(Records drawn from a dataset)
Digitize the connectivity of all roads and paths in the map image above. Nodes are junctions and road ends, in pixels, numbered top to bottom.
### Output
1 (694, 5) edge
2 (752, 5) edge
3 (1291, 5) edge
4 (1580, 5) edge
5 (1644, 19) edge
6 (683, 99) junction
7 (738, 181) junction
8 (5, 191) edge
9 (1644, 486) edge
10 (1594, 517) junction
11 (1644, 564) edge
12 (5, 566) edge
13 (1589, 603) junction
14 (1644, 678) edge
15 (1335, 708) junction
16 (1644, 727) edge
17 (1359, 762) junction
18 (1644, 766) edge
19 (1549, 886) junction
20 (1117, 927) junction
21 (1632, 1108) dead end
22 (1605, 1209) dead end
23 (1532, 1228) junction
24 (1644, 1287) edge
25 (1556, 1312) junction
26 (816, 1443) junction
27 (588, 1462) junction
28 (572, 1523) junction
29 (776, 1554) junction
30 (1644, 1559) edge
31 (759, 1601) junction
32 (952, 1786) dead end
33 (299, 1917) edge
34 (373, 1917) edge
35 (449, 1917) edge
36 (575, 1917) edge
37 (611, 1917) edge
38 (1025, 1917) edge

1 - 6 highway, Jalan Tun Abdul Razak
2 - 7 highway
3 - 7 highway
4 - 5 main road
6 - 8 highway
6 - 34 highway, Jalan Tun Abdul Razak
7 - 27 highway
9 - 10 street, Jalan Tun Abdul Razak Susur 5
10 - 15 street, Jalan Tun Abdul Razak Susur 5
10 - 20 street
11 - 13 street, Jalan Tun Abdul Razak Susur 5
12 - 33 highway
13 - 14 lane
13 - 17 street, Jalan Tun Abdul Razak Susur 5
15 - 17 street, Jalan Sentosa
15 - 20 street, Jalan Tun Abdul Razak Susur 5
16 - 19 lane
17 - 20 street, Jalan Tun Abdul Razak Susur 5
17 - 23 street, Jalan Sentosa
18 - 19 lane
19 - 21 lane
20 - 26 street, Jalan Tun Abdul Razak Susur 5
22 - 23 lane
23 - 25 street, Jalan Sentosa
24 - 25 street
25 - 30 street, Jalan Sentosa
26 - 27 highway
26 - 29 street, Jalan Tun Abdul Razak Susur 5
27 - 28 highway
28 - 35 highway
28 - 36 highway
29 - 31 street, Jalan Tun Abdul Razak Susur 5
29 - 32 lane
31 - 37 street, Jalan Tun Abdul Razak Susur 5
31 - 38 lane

* **Task**
Would you restate the records word for word?

* **Response to this exercise**
Digitize the connectivity of all roads and paths in the map image above. Nodes are junctions and road ends, in pixels, numbered top to bottom.
### Output
1 (694, 5) edge
2 (752, 5) edge
3 (1291, 5) edge
4 (1580, 5) edge
5 (1644, 19) edge
6 (683, 99) junction
7 (738, 181) junction
8 (5, 191) edge
9 (1644, 486) edge
10 (1594, 517) junction
11 (1644, 564) edge
12 (5, 566) edge
13 (1589, 603) junction
14 (1644, 678) edge
15 (1335, 708) junction
16 (1644, 727) edge
17 (1359, 762) junction
18 (1644, 766) edge
19 (1549, 886) junction
20 (1117, 927) junction
21 (1632, 1108) dead end
22 (1605, 1209) dead end
23 (1532, 1228) junction
24 (1644, 1287) edge
25 (1556, 1312) junction
26 (816, 1443) junction
27 (588, 1462) junction
28 (572, 1523) junction
29 (776, 1554) junction
30 (1644, 1559) edge
31 (759, 1601) junction
32 (952, 1786) dead end
33 (299, 1917) edge
34 (373, 1917) edge
35 (449, 1917) edge
36 (575, 1917) edge
37 (611, 1917) edge
38 (1025, 1917) edge

1 - 6 highway, Jalan Tun Abdul Razak
2 - 7 highway
3 - 7 highway
4 - 5 main road
6 - 8 highway
6 - 34 highway, Jalan Tun Abdul Razak
7 - 27 highway
9 - 10 street, Jalan Tun Abdul Razak Susur 5
10 - 15 street, Jalan Tun Abdul Razak Susur 5
10 - 20 street
11 - 13 street, Jalan Tun Abdul Razak Susur 5
12 - 33 highway
13 - 14 lane
13 - 17 street, Jalan Tun Abdul Razak Susur 5
15 - 17 street, Jalan Sentosa
15 - 20 street, Jalan Tun Abdul Razak Susur 5
16 - 19 lane
17 - 20 street, Jalan Tun Abdul Razak Susur 5
17 - 23 street, Jalan Sentosa
18 - 19 lane
19 - 21 lane
20 - 26 street, Jalan Tun Abdul Razak Susur 5
22 - 23 lane
23 - 25 street, Jalan Sentosa
24 - 25 street
25 - 30 street, Jalan Sentosa
26 - 27 highway
26 - 29 street, Jalan Tun Abdul Razak Susur 5
27 - 28 highway
28 - 35 highway
28 - 36 highway
29 - 31 street, Jalan Tun Abdul Razak Susur 5
29 - 32 lane
31 - 37 street, Jalan Tun Abdul Razak Susur 5
31 - 38 lane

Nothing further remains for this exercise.